Hon Hai Precision Industry Co founder Terry Gou (郭台銘) wants the Chinese Nationalist Party (KMT) to choose him as its candidate in next year’s presidential election. Gou said that if he is elected president, he would launch a new version of the 1970s “10 Major Construction Projects,” and that the first of these projects would be for the state to boost the nation’s birthrate by paying for the upkeep of children up to age six.

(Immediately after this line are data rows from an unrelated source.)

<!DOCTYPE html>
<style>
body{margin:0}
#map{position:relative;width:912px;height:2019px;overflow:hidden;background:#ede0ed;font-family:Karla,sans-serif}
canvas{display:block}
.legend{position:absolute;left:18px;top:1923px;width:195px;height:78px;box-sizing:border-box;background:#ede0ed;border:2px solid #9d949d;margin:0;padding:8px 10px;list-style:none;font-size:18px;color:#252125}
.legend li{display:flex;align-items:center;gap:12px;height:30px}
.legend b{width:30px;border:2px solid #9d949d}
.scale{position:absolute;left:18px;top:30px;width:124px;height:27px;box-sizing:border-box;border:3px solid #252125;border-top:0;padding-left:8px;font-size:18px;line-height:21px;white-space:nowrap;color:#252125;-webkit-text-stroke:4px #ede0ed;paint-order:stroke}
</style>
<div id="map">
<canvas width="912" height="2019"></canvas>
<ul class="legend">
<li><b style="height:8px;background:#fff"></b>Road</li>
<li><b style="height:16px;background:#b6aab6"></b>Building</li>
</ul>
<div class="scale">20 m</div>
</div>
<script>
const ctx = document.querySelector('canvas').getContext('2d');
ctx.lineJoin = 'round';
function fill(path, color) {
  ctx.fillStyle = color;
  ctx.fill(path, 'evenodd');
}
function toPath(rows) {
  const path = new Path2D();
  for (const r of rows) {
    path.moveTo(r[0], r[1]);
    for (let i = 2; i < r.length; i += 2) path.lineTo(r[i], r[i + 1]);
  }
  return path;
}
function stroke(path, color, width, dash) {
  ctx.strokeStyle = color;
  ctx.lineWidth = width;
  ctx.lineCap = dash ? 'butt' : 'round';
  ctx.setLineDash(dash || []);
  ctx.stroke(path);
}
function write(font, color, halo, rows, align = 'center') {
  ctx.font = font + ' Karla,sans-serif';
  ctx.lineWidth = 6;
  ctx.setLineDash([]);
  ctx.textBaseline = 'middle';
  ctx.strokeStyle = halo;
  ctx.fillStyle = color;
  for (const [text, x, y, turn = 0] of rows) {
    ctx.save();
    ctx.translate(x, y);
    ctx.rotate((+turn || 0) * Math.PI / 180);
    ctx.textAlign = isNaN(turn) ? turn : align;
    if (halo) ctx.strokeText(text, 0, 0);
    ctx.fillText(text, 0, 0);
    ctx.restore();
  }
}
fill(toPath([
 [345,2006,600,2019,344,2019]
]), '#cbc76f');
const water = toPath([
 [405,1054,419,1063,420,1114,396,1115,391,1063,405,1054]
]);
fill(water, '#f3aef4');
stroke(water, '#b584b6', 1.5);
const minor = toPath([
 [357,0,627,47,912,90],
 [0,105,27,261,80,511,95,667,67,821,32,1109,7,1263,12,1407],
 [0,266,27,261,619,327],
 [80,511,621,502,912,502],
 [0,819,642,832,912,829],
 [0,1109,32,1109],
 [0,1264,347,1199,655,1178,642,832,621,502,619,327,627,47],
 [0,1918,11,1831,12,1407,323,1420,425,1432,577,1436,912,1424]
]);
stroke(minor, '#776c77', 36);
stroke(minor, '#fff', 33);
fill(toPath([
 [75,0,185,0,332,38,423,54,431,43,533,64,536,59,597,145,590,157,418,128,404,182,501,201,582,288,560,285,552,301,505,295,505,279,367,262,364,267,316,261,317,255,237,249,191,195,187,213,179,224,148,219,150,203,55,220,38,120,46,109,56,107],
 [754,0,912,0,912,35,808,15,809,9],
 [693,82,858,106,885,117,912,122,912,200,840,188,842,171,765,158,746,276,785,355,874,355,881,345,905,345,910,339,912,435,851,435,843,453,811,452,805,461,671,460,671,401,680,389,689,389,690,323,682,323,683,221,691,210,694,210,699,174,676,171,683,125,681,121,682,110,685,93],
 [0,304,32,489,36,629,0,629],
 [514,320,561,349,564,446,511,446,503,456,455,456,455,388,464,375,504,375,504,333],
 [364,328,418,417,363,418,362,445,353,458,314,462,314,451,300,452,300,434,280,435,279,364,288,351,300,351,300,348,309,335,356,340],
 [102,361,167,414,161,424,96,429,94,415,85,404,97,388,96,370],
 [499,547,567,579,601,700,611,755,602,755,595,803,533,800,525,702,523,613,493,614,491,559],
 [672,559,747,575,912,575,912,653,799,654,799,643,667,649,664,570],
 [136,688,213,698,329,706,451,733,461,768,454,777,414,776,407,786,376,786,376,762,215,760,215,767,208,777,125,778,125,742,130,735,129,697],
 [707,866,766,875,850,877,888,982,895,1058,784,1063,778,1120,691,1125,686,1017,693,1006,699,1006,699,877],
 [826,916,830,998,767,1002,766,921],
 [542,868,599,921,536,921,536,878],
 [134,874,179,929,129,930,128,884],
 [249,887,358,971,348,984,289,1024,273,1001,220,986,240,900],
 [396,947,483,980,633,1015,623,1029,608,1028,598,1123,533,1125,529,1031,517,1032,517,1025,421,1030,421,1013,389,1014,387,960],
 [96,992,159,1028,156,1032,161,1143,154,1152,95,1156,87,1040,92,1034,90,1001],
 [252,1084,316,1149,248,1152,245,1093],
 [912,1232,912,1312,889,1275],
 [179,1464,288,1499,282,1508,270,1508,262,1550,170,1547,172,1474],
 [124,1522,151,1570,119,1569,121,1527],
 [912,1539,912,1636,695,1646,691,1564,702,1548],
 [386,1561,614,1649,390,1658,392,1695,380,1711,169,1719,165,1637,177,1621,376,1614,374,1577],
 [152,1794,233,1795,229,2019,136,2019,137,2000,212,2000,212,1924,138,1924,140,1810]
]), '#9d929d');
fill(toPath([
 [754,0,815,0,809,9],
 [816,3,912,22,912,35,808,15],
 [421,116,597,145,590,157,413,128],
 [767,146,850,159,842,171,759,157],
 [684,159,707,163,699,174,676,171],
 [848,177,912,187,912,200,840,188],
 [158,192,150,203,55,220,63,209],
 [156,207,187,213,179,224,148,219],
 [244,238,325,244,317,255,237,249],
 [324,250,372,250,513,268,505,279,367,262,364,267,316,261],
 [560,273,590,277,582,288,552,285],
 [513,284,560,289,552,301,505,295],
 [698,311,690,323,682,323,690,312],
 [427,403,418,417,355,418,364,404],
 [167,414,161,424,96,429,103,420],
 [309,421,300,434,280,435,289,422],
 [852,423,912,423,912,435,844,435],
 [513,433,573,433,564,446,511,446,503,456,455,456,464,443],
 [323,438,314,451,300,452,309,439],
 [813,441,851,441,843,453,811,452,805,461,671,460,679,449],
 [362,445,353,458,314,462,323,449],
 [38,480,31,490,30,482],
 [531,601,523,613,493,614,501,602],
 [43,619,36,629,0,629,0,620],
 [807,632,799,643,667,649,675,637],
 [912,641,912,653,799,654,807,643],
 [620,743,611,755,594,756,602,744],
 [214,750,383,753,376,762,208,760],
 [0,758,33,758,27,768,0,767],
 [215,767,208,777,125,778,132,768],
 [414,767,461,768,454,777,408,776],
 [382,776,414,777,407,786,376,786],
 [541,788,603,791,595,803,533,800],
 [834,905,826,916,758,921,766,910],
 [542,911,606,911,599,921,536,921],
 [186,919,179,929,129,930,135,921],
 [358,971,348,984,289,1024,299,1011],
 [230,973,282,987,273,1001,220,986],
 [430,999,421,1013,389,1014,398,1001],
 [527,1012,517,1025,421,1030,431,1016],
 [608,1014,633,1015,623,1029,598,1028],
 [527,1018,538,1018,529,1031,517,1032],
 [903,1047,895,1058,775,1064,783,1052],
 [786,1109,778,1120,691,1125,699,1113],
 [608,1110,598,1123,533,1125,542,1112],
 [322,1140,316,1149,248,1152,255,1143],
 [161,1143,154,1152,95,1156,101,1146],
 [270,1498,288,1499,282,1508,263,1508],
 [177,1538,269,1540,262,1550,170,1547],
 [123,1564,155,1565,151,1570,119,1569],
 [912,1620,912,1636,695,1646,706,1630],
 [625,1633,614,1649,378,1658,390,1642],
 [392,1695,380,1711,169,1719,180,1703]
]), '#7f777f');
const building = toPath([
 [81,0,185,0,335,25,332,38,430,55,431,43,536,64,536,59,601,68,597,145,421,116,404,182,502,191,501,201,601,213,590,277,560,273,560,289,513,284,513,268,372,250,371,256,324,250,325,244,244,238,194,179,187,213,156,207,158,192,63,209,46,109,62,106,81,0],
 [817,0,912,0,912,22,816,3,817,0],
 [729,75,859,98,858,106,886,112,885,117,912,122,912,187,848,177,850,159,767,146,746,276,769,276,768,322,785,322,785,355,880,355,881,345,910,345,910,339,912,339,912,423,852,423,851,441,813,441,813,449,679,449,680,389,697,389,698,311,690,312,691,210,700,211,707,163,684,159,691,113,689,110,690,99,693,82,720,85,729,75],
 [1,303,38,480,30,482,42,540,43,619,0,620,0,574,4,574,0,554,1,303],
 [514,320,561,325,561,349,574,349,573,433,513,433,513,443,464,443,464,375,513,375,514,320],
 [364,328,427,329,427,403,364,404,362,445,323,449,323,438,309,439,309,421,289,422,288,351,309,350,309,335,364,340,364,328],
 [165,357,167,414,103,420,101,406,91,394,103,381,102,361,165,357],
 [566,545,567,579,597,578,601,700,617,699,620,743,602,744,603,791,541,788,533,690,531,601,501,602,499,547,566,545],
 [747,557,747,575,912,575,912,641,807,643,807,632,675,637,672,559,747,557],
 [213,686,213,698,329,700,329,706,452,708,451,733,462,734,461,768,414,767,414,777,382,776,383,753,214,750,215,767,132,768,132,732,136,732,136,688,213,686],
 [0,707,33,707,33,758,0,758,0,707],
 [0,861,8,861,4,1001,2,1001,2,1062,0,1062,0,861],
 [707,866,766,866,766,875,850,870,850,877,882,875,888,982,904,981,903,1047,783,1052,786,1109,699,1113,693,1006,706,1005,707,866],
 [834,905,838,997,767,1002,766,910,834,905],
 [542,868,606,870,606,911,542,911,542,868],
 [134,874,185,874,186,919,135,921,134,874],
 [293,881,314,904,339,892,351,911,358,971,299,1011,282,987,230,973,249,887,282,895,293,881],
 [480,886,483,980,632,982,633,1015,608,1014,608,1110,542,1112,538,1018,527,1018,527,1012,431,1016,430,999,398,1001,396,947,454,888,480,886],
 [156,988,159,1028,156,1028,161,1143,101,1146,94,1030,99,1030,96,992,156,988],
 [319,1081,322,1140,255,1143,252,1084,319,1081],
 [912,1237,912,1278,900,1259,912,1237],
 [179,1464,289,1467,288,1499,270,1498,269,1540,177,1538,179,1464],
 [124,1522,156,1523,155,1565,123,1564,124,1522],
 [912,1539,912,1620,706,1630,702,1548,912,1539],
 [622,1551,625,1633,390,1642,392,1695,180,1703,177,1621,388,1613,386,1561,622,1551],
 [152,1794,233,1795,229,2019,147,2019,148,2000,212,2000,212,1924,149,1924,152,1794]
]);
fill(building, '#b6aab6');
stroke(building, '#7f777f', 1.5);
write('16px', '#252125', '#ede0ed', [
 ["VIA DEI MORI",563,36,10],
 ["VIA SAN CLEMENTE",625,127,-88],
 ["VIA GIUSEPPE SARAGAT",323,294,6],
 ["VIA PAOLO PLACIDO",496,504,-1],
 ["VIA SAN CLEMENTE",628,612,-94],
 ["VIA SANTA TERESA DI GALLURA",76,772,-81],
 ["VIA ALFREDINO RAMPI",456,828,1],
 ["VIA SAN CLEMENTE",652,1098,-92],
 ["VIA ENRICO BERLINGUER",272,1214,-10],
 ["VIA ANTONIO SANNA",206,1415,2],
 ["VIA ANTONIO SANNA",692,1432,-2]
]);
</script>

It is hard to say how Gou’s policy would differ from President Tsai Ing-wen’s (蔡英文) November 2019 announcement that the state would help parents in raising their children from birth to six years, but some of the ideas involved are worthy of further consideration.
OVERLOOKED
Setting aside for the moment the question of where the money would come from, Gou and the Tsai administration are making the same mistake. They overlook that the main reason for the falling birthrate is not that married women are having fewer children, but that more women remain unmarried.
In 2003, each married woman on average gave birth to 1.12 children, whereas the figure for 2021 was 1.53. The average fertility rate of married women did not decline during this period, but actually grew.
At the other extreme, the figure that has fallen rapidly in tandem with the nation’s birthrate is the “marriage rate,” and this holds true across all age groups.
LINKED DATA POINTS
For example, in the 30-to-34-year-old age group, the proportion of married women plunged from nearly 62 percent in 2003 to 37 percent in 2021.
Over the past 20 years, the trend of marrying later in life and delaying childbirth has gradually evolved into involuntary lifelong non-marriage and having fewer children or none at all.
It is not as though no one has ever pointed this out. As early as 2011, the Ministry of the Interior commissioned a National Chengchi University study on Taiwan’s population policy.
The report said that “under conditions in which married women’s childbearing and fertility mode have not greatly changed, the phenomenon of falling birthrate for women of childbearing age as a whole undoubtedly stems from a major change in the women’s marriage rate.”
To put it simply, the nation’s birthrate has fallen as the marriage rate among women dropped — and this trend has turned from bad to worse.
IGNORING THE ISSUE
Also in 2011, Academia Sinica’s Recommendations Regarding Population Policies said that one of the reasons why the birthrate kept falling was that the government had not made lowering the relatively high rate of unmarried people one of its key measures.
If young people do not even get married, even if the state pays for the upkeep of all children from birth to age six, it would not have much effect.
SOLUTIONS
To solve this problem, apart from subsidizing less-well-off households that are raising children, other measures are needed, such as giving young people more employment opportunities, and improving their pay and conditions. Another good idea would be to broaden single people’s social circle, such as by arranging meet-up activities where unmarried people can get to know one another.
After all, only after finding a boyfriend or girlfriend will they have a chance to get married and have children.
Dino Wei is an information engineer in Yilan County.